C'était sa nouvelle vie, alors pourquoi s'y sentait-il comme un intrus? Les quelques arbres d'un vert triste et terne, un ciel uniformément couvert et gris – cette ville était-elle un microcosme où on ne connaissait pas les nuages blancs ? -, trop de gens dans la rue, le gaz des pots d'échappement remplaçant l'air dans ses poumons... Beaucoup de détails ne correspondaient pas à sa vision ordinaire des choses, ou du moins sa perception n'incluait que très peu, et très rarement, d'éléments extraordinaires. Très peu familier du changement, il n'en était pas non plus un fervent partisan. Moins sa vie changeait, mieux il se portait. Cet était de fait pouvait expliquer son manque d'entrain ou d'excitation, au seuil d'un nouveau quotidien. Mais il y avait quelque chose de déprimant dans ce nouvel environnement, une tristesse qui s'accrochait au train-train de cette rue et s'inscrivait dans les rides des visages, un morceau de ciel sale appliqué sur toutes les couleurs.

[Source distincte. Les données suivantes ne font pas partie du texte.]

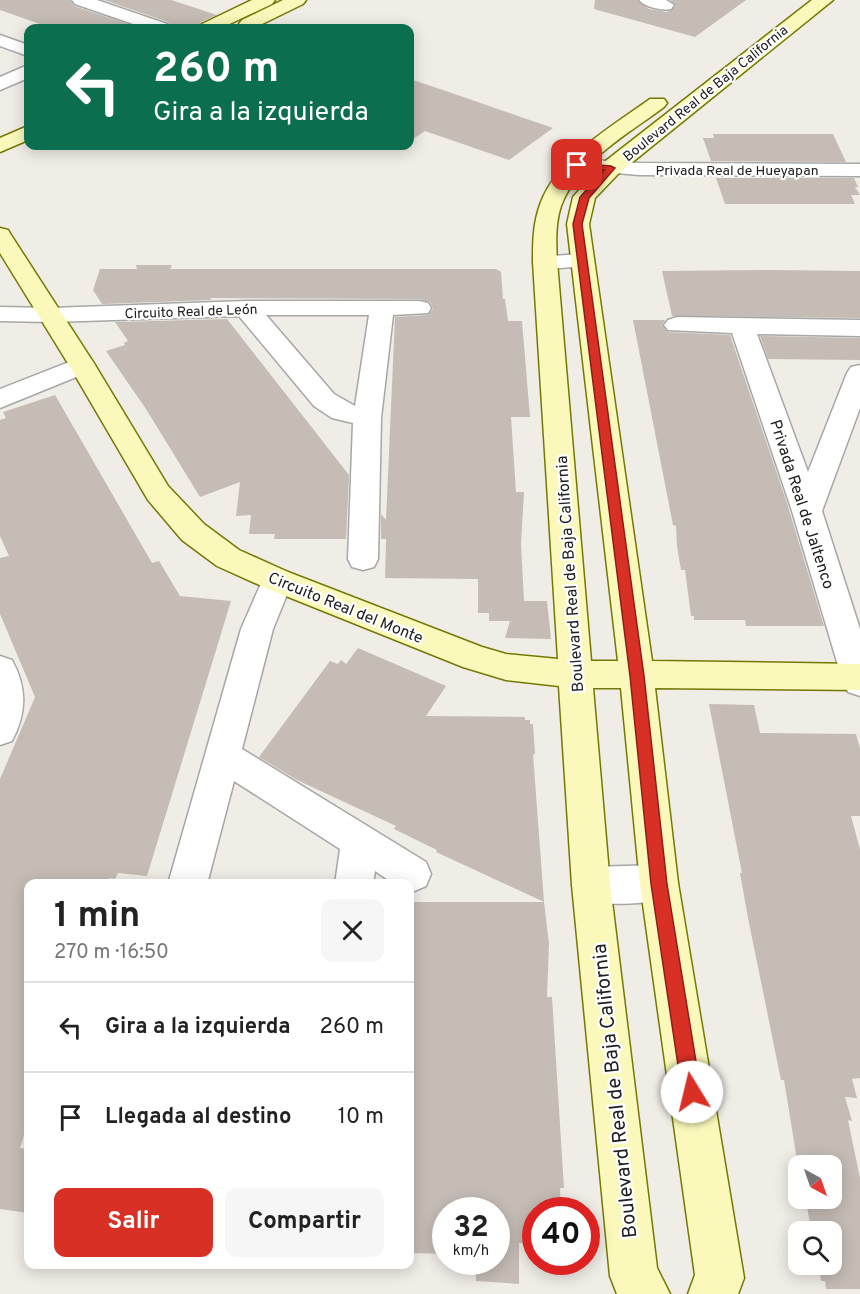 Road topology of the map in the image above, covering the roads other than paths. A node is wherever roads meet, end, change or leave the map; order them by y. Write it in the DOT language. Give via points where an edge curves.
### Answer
graph roads {
  1 [pos="81,0"];
  2 [pos="266,0"];
  3 [pos="297,0"];
  4 [pos="648,0"];
  5 [pos="788,0"];
  6 [pos="824,0"];
  7 [pos="665,5"];
  8 [pos="139,20"];
  9 [pos="130,24"];
  10 [pos="150,24"];
  11 [pos="216,24"];
  12 [pos="247,24"];
  13 [pos="0,40"];
  14 [pos="24,49"];
  15 [pos="24,73"];
  16 [pos="0,84"];
  17 [pos="24,119"];
  18 [pos="0,130"];
  19 [pos="24,134"];
  20 [pos="0,146"];
  21 [pos="577,165"];
  22 [pos="611,168"];
  23 [pos="860,170"];
  24 [pos="0,235"];
  25 [pos="582,261"];
  26 [pos="545,262"];
  27 [pos="246,308"];
  28 [pos="382,308"];
  29 [pos="419,308"];
  30 [pos="0,314"];
  31 [pos="51,315"];
  32 [pos="677,325"];
  33 [pos="742,326"];
  34 [pos="860,328"];
  35 [pos="82,365"];
  36 [pos="860,373"];
  37 [pos="0,399"];
  38 [pos="367,418"];
  39 [pos="807,511"];
  40 [pos="363,559"];
  41 [pos="277,580"];
  42 [pos="0,669"];
  43 [pos="577,674"];
  44 [pos="637,676"];
  45 [pos="859,679"];
  46 [pos="0,731"];
  47 [pos="221,754"];
  48 [pos="360,841"];
  49 [pos="412,874"];
  50 [pos="188,879"];
  51 [pos="355,879"];
  52 [pos="659,884"];
  53 [pos="591,885"];
  54 [pos="646,1294"];
  55 [pos="712,1294"];
  1 -- 8 [label="street"];
  2 -- 11 [label="street"];
  3 -- 12 [label="street"];
  4 -- 7 [label="street"];
  5 -- 21 [label="street, Boulevard Real de Baja California"];
  6 -- 22 [label="street, Boulevard Real de Baja California"];
  8 -- 9 [label="street"];
  8 -- 10 [label="street"];
  13 -- 14 [label="street"];
  15 -- 16 [label="street"];
  17 -- 18 [label="street"];
  19 -- 20 [label="street"];
  21 -- 22 [label="street, Privada Real de Hueyapan"];
  21 -- 26 [label="street, Boulevard Real de Baja California" via="554,198 545,230"];
  22 -- 23 [label="street, Privada Real de Hueyapan"];
  22 -- 25 [label="street, Boulevard Real de Baja California" via="584,197 578,224"];
  24 -- 31 [label="street, Circuito Real del Monte"];
  25 -- 26 [label="street"];
  25 -- 44 [label="street, Boulevard Real de Baja California"];
  26 -- 43 [label="street, Boulevard Real de Baja California"];
  27 -- 28 [label="street, Circuito Real de León"];
  27 -- 31 [label="street, Circuito Real de León"];
  27 -- 38 [label="street" via="324,400 342,412"];
  28 -- 29 [label="street, Circuito Real de León"];
  28 -- 38 [label="street"];
  30 -- 31 [label="street, Circuito Real de León"];
  31 -- 35 [label="street, Circuito Real del Monte"];
  32 -- 33 [label="street"];
  33 -- 34 [label="street"];
  33 -- 39 [label="street, Privada Real de Jaltenco"];
  35 -- 37 [label="street"];
  35 -- 41 [label="street, Circuito Real del Monte" via="158,493 194,532 228,558"];
  36 -- 39 [label="street"];
  38 -- 40 [label="street"];
  39 -- 45 [label="street, Privada Real de Jaltenco"];
  41 -- 43 [label="street, Circuito Real del Monte" via="475,658 506,667"];
  41 -- 47 [label="street" via="257,629"];
  42 -- 46 [label="street" via="8,699"];
  43 -- 44 [label="street, Circuito Real del Monte"];
  43 -- 53 [label="street, Boulevard Real de Baja California"];
  44 -- 45 [label="street, Circuito Real del Monte"];
  44 -- 52 [label="street, Boulevard Real de Baja California"];
  47 -- 48 [label="street"];
  47 -- 50 [label="street"];
  48 -- 49 [label="street"];
  48 -- 51 [label="street"];
  52 -- 53 [label="street"];
  52 -- 55 [label="street, Boulevard Real de Baja California" via="720,1278"];
  53 -- 54 [label="street, Boulevard Real de Baja California" via="634,1276"];
} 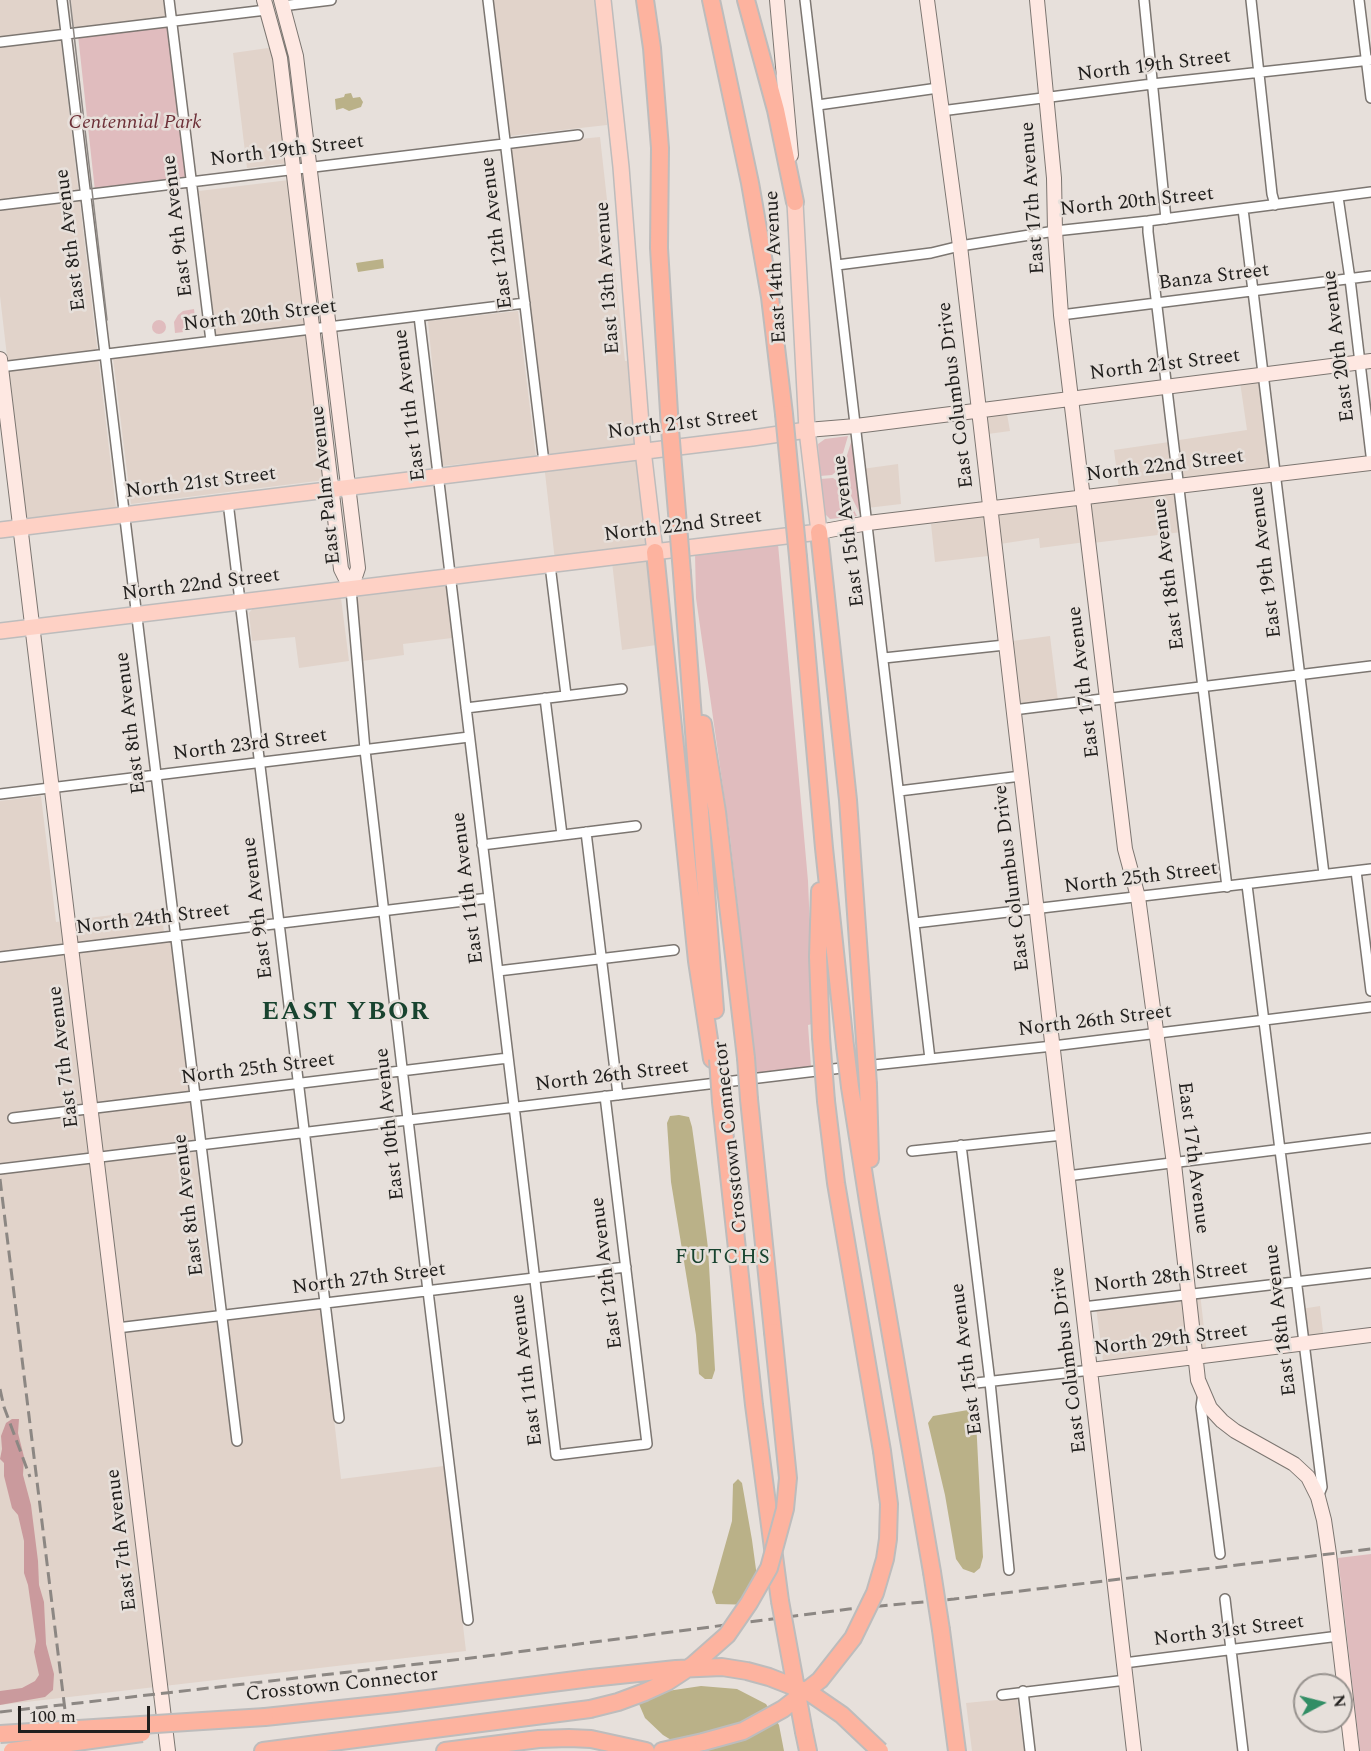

Il s'arracha à ses pensées et les chassa, les jugeant trop compliquées pour ce qu'elles contenaient. Il se dirigea vers le Kangoo familial à la couleur métallique, le coffre ouvert et son père plongé à l'intérieur, assénant des jurons bien sentis à l'adresse de ce qu'il ne trouvait pas.

« T'as de la chance que maman ne soit pas dans les parages pour t'entendre parler comme ça.

– Aide-moi au lieu de me faire la leçon.

– Non merci, je suis déjà de corvée. Le sac avec les produits de ménage, il est où ?

– C'était lequel ?

– Je sais pas, moi... C'est pas celui avec les dessins de citrons, d'oranges... ?

– D'accord je vois. Tu l'as rangé où ?

– Pardon ?

– Tu l'avais en main avant qu'on parte, non ?

– Ça se peut, mais je l'avais laissé sur le trottoir pour que toi tu le ranges dans la voiture !... »

Regards catastrophés, ouverture des portières à la volée, fouille méthodique, pour finalement découvrir le butin, à l'abri, à côté du siège passager.

« Elle a dû le prendre elle-même de peur qu'on l'oublie... »

– Une femme formidable, tu devrais plus prendre exemple sur elle.

– Et tu viens me dire après que c'est moi qui te fais la leçon, papa... »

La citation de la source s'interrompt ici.